1. Field of the Invention
This invention relates generally to the fabrication of a giant magnetoresistive (GMR) magnetic field sensor for a magnetic read head, more specifically to the use of canted synthetic exchange biasing to produce a sensor with increased dynamic range, increased stability and improved control of its bias point.
2. Description of the Related Art
Magnetic read heads whose sensors make use of the giant magnetoresistive effect (GMR) in the spin-valve configuration (SVMR) base their operation on the fact that magnetic fields produced by data stored in the medium being read cause the direction of the magnetization of one layer in the sensor (the free magnetic layer) to move relative to a fixed magnetization direction of another layer of the sensor (the fixed or pinned magnetic layer). Because the resistance of the sensor element is proportional to the cosine of the (varying) angle between these two magnetizations, a constant current (the sensing current) passing through the sensor produces a varying voltage across the sensor which is interpreted by associated electronic circuitry. The accuracy, linearity and stability required of a GMR sensor places stringent requirements on the magnetization of its fixed and free magnetic layers. The fixed layer, for example, has its magnetization “pinned” in a direction normal to the air bearing surface of the sensor (the transverse direction) by an adjacent magnetic layer called the pinning layer. The free layer is magnetized in a direction along the width of the sensor and parallel to the air bearing surface (the longitudinal direction). The prior art also teaches dual sensors, such as is taught by Gill et al. (U.S. Pat. No. 5,701,222) wherein two identical sensor structures are formed, one on top of the other, differing only in that the magnetizations of their fixed layers are antiparallel.
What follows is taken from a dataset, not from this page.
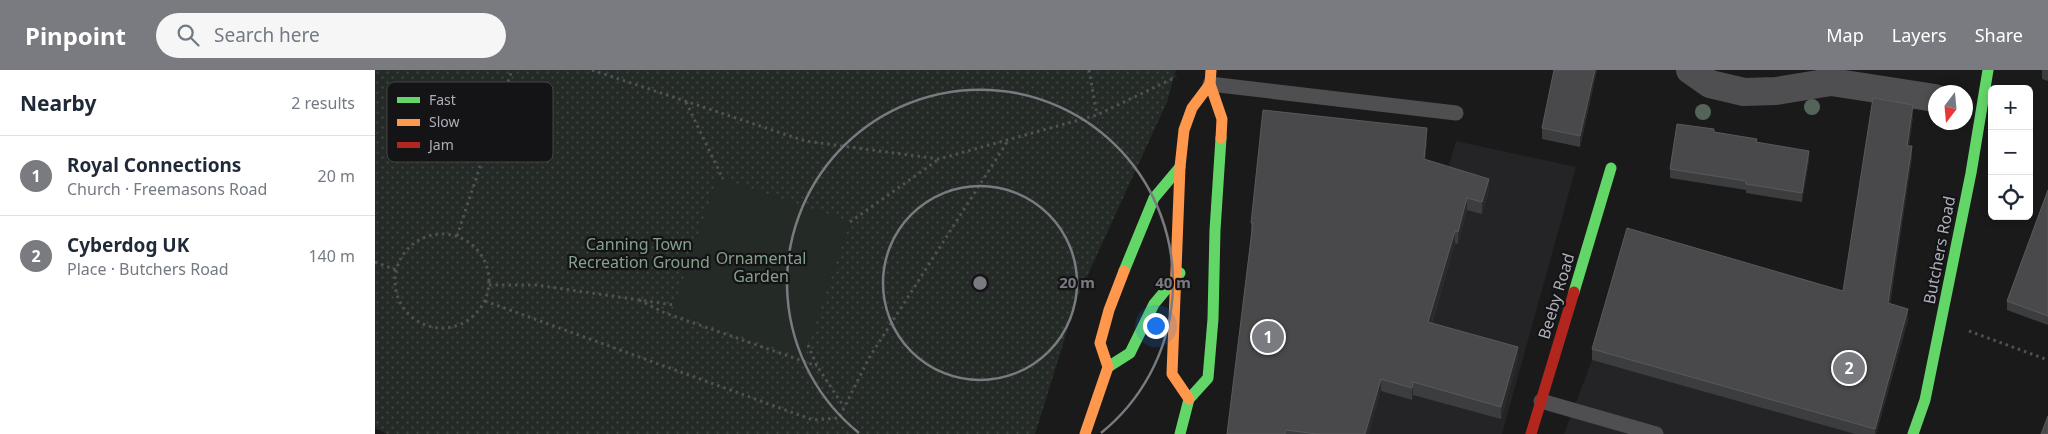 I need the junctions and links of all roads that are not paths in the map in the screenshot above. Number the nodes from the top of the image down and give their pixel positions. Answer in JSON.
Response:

Layers of hard magnetic material (permanent magnetic layers) or laminates of antiferromagnetic and soft magnetic materials are typically formed on each side of a sensor and oriented so that their magnetic field extends in the same direction as that of the free layer. These layers, called longitudinal bias layers, maintain the free layer as a single magnetic domain and also assist in linearizing the sensor response by keeping the free layer magnetization direction normal to that of the fixed layer when the sensor is quiescent (not reading data). Maintaining the free layer in a single domain state significantly reduces noise (Barkhausen noise) in the signal produced by thermodynamic variations in domain configurations.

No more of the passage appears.